▶ **Work item**
Exactly reproduce the lines from the one holding "Extract the road graph of the map: all roads that" through the final line of the listing below, with both ends included and nothing else.

▶ **Listed records**
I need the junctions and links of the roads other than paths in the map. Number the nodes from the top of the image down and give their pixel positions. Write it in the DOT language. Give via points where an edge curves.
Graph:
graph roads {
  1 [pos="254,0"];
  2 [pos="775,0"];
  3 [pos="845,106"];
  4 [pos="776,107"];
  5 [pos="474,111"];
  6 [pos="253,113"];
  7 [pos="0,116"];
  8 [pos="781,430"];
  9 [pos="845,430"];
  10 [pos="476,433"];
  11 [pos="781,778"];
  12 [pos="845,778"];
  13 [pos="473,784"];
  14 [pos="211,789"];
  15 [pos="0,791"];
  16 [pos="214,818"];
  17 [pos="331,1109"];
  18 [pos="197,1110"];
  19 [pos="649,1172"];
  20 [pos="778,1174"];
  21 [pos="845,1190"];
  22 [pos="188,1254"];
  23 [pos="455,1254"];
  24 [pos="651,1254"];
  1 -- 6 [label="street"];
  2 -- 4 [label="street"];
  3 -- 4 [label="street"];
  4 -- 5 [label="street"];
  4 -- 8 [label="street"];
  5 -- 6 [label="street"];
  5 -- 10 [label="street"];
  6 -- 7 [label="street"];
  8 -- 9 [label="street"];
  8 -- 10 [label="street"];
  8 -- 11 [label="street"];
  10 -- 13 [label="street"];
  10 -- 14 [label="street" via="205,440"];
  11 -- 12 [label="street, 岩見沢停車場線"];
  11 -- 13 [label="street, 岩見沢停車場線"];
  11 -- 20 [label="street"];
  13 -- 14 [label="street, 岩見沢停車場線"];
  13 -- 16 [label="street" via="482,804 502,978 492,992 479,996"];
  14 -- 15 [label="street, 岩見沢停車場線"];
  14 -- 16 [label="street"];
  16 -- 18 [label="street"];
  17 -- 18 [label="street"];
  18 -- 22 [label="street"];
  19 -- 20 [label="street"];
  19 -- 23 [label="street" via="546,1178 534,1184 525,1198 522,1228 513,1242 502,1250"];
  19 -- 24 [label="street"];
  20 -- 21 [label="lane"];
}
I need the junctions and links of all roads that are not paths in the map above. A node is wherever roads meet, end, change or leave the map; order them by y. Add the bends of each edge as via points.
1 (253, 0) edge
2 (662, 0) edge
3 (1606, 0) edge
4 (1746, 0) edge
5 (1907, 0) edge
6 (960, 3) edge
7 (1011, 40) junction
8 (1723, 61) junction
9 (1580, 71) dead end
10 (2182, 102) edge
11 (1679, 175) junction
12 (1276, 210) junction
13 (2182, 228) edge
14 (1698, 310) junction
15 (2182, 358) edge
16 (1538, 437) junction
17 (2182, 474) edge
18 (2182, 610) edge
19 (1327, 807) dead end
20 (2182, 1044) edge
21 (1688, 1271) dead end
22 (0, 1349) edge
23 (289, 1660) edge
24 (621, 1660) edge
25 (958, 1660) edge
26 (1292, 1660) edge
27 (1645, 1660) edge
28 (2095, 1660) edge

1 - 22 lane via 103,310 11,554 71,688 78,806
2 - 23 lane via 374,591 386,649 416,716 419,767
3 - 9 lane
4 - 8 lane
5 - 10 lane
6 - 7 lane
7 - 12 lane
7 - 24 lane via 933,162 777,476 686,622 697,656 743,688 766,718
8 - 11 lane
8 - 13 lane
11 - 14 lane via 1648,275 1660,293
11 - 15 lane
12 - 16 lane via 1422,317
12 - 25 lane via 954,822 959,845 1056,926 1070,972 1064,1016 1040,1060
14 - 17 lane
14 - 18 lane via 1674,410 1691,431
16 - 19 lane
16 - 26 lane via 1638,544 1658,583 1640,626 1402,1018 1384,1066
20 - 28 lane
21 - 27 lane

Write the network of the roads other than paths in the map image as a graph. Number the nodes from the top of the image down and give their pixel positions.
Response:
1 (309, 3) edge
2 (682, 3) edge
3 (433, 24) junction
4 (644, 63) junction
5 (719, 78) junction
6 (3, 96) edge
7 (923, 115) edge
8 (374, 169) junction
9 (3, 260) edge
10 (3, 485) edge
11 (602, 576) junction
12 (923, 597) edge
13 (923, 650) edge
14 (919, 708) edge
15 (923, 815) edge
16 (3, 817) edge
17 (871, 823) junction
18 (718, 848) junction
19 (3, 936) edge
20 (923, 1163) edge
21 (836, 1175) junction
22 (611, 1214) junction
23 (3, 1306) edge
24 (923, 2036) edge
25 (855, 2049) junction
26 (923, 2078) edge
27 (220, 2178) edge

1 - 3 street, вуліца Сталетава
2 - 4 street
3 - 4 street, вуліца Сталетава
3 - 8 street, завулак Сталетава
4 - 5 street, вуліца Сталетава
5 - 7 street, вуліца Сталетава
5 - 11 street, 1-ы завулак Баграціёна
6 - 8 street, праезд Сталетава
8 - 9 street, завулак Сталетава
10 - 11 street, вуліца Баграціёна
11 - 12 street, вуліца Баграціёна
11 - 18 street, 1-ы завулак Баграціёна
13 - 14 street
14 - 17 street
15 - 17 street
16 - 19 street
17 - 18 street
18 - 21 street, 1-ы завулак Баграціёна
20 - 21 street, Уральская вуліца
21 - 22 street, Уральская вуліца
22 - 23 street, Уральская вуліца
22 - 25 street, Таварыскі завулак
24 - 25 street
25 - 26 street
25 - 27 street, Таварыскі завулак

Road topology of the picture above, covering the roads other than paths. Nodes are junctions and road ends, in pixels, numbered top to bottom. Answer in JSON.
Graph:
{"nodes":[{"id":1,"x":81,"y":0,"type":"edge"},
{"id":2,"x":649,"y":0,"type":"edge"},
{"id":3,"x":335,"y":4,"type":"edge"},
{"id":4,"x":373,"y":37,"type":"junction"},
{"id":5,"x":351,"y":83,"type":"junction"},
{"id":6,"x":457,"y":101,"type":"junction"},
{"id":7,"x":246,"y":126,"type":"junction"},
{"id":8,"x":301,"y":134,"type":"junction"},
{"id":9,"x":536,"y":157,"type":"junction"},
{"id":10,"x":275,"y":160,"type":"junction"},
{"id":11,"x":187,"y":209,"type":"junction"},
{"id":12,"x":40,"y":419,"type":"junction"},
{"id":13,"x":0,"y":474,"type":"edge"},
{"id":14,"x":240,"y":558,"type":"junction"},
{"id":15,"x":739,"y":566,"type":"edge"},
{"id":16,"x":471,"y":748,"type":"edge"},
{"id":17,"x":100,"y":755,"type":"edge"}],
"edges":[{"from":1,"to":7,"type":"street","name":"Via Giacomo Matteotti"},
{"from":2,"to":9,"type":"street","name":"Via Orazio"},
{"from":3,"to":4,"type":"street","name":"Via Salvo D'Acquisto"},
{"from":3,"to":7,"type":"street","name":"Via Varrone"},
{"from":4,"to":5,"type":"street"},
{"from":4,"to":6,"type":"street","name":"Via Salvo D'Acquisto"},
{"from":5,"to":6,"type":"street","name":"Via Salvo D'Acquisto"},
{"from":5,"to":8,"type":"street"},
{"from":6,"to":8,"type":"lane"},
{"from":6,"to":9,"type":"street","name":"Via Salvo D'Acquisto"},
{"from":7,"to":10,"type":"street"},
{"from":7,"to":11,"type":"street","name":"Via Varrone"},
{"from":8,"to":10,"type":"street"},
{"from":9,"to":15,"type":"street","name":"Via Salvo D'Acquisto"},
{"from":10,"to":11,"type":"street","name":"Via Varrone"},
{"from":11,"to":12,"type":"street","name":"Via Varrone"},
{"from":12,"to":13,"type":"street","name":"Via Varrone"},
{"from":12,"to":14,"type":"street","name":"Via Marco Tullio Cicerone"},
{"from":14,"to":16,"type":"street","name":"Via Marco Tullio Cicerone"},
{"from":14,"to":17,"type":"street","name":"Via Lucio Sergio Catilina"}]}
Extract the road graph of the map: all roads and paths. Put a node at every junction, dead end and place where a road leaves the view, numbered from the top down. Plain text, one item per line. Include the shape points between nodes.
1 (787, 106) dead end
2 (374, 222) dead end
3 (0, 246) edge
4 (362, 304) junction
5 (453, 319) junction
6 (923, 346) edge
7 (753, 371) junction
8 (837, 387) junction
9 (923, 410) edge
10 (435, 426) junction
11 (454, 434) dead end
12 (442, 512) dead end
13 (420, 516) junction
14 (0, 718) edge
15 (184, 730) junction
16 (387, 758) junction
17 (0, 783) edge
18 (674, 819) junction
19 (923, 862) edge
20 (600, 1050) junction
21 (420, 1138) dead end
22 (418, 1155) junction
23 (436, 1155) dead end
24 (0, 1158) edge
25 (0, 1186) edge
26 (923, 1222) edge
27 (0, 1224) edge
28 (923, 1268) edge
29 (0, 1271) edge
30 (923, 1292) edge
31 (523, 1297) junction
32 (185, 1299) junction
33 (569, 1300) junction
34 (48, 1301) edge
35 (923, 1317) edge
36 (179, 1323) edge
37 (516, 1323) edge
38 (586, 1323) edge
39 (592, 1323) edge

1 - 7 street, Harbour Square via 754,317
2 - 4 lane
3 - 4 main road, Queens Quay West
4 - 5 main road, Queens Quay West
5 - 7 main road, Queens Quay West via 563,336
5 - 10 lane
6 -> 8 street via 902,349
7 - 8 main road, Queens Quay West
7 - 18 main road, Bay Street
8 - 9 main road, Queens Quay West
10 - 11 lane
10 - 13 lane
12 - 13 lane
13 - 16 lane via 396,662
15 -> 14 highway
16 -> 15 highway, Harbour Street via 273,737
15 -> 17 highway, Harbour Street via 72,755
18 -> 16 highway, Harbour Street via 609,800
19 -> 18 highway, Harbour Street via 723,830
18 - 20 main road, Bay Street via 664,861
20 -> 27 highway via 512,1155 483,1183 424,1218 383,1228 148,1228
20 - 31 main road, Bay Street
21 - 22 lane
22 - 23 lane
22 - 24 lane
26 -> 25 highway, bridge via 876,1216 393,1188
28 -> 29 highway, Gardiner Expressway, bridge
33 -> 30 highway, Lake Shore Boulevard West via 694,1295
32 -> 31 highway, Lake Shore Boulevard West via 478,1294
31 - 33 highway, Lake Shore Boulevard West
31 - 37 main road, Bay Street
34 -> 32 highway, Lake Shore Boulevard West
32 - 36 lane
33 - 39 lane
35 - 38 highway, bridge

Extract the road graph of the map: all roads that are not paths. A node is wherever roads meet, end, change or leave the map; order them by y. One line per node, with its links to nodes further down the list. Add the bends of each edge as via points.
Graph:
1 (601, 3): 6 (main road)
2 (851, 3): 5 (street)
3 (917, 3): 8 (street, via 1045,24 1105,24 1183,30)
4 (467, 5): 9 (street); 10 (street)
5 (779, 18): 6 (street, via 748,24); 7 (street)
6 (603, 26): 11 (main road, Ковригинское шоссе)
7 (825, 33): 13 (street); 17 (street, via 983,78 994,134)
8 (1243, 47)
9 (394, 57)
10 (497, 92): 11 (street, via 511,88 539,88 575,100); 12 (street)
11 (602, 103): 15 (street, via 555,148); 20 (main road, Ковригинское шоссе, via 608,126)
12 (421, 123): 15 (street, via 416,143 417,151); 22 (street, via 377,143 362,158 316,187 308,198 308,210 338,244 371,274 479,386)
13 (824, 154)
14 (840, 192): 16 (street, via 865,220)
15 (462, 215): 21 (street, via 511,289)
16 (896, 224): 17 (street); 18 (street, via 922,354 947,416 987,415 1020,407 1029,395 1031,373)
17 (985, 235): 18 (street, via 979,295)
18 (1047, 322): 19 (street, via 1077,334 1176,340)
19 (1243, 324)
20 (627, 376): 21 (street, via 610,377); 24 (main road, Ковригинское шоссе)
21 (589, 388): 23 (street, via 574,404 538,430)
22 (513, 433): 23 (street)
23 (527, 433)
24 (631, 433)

▶ **Answer box**
Extract the road graph of the map: all roads that are not paths. A node is wherever roads meet, end, change or leave the map; order them by y. One line per node, with its links to nodes further down the list. Add the bends of each edge as via points.
Graph:
1 (601, 3): 6 (main road)
2 (851, 3): 5 (street)
3 (917, 3): 8 (street, via 1045,24 1105,24 1183,30)
4 (467, 5): 9 (street); 10 (street)
5 (779, 18): 6 (street, via 748,24); 7 (street)
6 (603, 26): 11 (main road, Ковригинское шоссе)
7 (825, 33): 13 (street); 17 (street, via 983,78 994,134)
8 (1243, 47)
9 (394, 57)
10 (497, 92): 11 (street, via 511,88 539,88 575,100); 12 (street)
11 (602, 103): 15 (street, via 555,148); 20 (main road, Ковригинское шоссе, via 608,126)
12 (421, 123): 15 (street, via 416,143 417,151); 22 (street, via 377,143 362,158 316,187 308,198 308,210 338,244 371,274 479,386)
13 (824, 154)
14 (840, 192): 16 (street, via 865,220)
15 (462, 215): 21 (street, via 511,289)
16 (896, 224): 17 (street); 18 (street, via 922,354 947,416 987,415 1020,407 1029,395 1031,373)
17 (985, 235): 18 (street, via 979,295)
18 (1047, 322): 19 (street, via 1077,334 1176,340)
19 (1243, 324)
20 (627, 376): 21 (street, via 610,377); 24 (main road, Ковригинское шоссе)
21 (589, 388): 23 (street, via 574,404 538,430)
22 (513, 433): 23 (street)
23 (527, 433)
24 (631, 433)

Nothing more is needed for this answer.